**What the exercise asks:** Only lines containing "const" belong in the answer, each copied from the entries below.

[Records from a dataset]
>>>>>
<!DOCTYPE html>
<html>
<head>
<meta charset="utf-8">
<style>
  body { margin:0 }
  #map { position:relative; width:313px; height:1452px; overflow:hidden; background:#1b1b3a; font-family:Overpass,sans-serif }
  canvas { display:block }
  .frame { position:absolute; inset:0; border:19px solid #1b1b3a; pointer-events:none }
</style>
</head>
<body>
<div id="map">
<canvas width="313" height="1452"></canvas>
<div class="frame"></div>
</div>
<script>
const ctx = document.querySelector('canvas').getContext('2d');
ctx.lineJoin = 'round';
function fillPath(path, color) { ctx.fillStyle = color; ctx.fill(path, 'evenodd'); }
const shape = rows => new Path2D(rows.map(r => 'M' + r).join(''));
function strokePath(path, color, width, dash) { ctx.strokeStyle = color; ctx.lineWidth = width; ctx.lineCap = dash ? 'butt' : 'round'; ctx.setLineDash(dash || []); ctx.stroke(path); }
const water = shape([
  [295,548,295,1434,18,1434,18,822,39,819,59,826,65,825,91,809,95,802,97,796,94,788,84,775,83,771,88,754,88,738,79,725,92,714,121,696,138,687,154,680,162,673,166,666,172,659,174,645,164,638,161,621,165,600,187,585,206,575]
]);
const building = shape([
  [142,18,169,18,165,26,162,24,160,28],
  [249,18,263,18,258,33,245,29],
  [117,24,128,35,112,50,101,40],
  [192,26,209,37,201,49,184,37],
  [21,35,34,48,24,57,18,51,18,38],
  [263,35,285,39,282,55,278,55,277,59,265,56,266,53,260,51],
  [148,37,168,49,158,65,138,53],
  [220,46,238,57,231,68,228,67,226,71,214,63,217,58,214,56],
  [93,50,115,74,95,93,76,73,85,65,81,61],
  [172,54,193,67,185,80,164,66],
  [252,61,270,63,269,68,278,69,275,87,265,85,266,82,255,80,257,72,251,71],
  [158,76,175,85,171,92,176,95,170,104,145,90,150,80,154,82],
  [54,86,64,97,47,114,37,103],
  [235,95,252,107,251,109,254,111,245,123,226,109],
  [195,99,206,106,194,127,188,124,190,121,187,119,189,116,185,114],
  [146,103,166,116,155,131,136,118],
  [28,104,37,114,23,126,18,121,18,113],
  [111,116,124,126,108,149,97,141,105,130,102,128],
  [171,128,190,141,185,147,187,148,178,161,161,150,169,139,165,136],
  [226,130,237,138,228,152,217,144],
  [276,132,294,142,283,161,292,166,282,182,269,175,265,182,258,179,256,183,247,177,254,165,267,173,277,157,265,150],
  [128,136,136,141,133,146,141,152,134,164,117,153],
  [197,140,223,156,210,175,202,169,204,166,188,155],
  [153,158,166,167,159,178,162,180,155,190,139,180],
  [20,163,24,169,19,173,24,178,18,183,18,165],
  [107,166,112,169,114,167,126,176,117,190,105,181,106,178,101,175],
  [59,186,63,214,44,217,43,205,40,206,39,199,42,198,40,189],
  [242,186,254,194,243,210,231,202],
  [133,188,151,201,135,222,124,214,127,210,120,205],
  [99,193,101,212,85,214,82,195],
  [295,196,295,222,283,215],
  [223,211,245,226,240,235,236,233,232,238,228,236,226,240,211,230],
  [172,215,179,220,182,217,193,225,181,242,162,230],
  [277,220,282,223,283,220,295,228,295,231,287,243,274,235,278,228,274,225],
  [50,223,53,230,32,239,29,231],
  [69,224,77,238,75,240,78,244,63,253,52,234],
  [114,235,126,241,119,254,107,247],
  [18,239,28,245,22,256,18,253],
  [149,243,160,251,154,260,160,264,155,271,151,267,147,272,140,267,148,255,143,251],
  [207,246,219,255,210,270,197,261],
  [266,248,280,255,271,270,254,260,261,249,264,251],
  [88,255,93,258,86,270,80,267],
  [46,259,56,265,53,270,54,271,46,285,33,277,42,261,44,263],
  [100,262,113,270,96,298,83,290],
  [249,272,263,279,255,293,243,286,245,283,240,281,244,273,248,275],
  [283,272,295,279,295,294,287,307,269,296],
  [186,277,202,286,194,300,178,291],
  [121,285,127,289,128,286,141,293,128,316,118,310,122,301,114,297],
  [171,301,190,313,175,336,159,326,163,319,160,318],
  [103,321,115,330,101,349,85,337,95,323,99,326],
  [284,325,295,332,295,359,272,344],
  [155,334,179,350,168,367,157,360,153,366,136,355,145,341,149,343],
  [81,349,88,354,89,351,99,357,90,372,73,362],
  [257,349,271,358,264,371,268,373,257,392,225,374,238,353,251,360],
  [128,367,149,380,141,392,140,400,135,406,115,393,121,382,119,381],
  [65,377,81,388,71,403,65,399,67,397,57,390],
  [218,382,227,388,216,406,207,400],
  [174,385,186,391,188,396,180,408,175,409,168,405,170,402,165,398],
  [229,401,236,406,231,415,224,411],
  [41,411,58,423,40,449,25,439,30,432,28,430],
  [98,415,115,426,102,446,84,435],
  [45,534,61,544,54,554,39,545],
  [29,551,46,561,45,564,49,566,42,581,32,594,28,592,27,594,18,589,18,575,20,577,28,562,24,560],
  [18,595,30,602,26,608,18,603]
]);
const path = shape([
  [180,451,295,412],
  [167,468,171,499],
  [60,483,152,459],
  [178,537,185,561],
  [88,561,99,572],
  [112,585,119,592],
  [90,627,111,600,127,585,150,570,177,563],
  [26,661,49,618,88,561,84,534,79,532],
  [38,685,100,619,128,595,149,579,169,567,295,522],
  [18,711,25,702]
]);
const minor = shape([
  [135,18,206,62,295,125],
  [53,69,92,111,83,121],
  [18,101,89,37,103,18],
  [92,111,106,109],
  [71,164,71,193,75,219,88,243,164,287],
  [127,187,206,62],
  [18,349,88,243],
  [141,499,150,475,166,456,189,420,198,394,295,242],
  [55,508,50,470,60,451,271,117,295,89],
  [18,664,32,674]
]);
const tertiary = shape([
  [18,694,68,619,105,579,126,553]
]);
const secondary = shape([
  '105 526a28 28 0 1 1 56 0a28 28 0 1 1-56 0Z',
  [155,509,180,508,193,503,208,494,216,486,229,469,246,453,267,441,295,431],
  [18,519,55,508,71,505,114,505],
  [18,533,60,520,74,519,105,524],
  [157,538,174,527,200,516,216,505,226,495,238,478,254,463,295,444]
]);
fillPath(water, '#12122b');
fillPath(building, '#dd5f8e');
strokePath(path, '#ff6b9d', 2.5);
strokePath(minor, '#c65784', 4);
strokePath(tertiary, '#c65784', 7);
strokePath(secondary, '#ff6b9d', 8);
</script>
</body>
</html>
<<<<<
**Output of the exercise:**
const ctx = document.querySelector('canvas').getContext('2d');
const shape = rows => new Path2D(rows.map(r => 'M' + r).join(''));
const water = shape([
const building = shape([
const path = shape([
const minor = shape([
const tertiary = shape([
const secondary = shape([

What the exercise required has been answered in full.